I didn't really recognize why initially, but I'm starting to figure it out. I'm prideful. I'm still so prideful. It's this mixture of wanting approval, thinking I'm right, thinking other people are wrong, wanting to justify and defend myself when they thing I'm wrong, believing I'm capable and believing others are incapable.
It's stupid.
And gross.
And destructive.
I've had a few situations lately where I'm interacting with someone and they think they are so right in their opinion. While I don't even necessarily disagree with them, I'm so frustrated that they are approaching something with such an unwillingness to see another perspective... and I find myself retaliating. Fighting against something, defending something... and I don't even know why. Other than proving someone else wrong, or proving myself (and whatever stance I don't necessarily have) right.
It's mostly because I don't always have strong stances on things that other people do. Mostly because I recognize that there always seem to be exceptions to the rules. There always seem to be reasons to act in one way when, most of the time, we might say not to. And so often those reasons seem to come into play when it directly involves us....when it benefits us.
Mostly I just hate double standards....fully aware that I have my own (can we appreciate the irony of this statement?). And I hate pride. Within myself and within others. Because it destroys.
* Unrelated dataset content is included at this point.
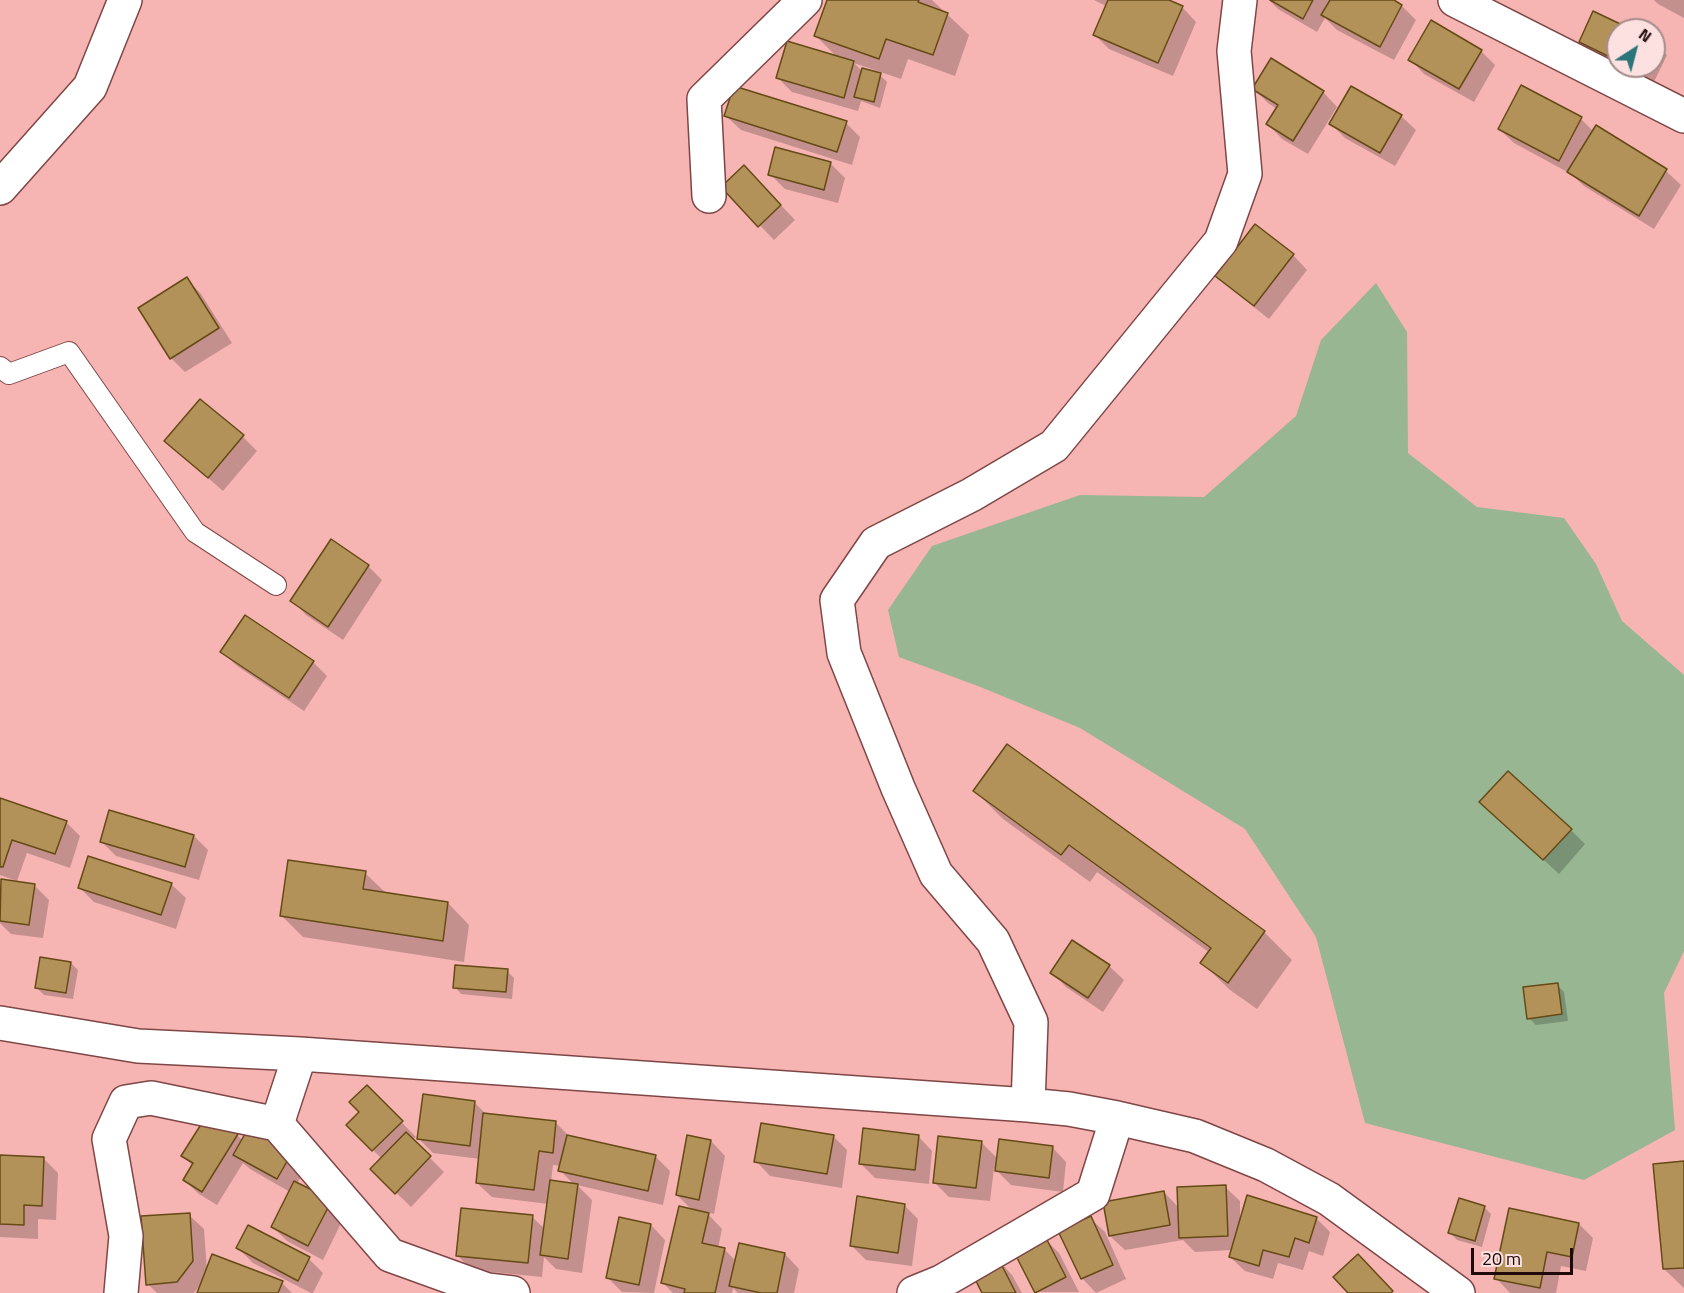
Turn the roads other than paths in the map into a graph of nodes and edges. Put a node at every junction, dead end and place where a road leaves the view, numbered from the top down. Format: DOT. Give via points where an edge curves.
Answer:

It makes us become people who feel the need to always be right... who feel like we're the only ones every doing anything right... and when our pride is wounded, we are quickly defensive, hurt and are often likely to push back (or throw our own little pity party of self-sabotage).
I don't like it.
I don't like who I become when pride seems to be taking control of my life. I'm quickly defensive, quickly unapologetic, quickly justifying all my actions. And when pride my pride is poked at, I can immediately go into self-preservation mode. If someone hints that I'm wrong, that I've done things incorrectly...I desperately long to show them my reasoning behind my actions, my decisions, my thought-process. I can't have them thinking ill of me, right? I want them to think I'm right, that I'm doing good things, that I'm moving in the right direction...
It's all rooted in pride.
You know how you can be trucking along, thinking things are good and that you're doing all right? That you've got things under control and that you've got it all figured out? And then you start recognizing these places/things in you that aren't good...and you're reminded, yet again, of the darkness that dwells within? You're reminded that you're still a sinner... that you still can't do it, no matter how good things are. And as much as pride consumes you at times, you fall on your face recognizing that you can't ever possibly save yourself. You can't ever possibly do enough right, enough good. You can't ever win enough arguments or convince enough people that you're right. You can't. And even if you could, it wouldn't matter.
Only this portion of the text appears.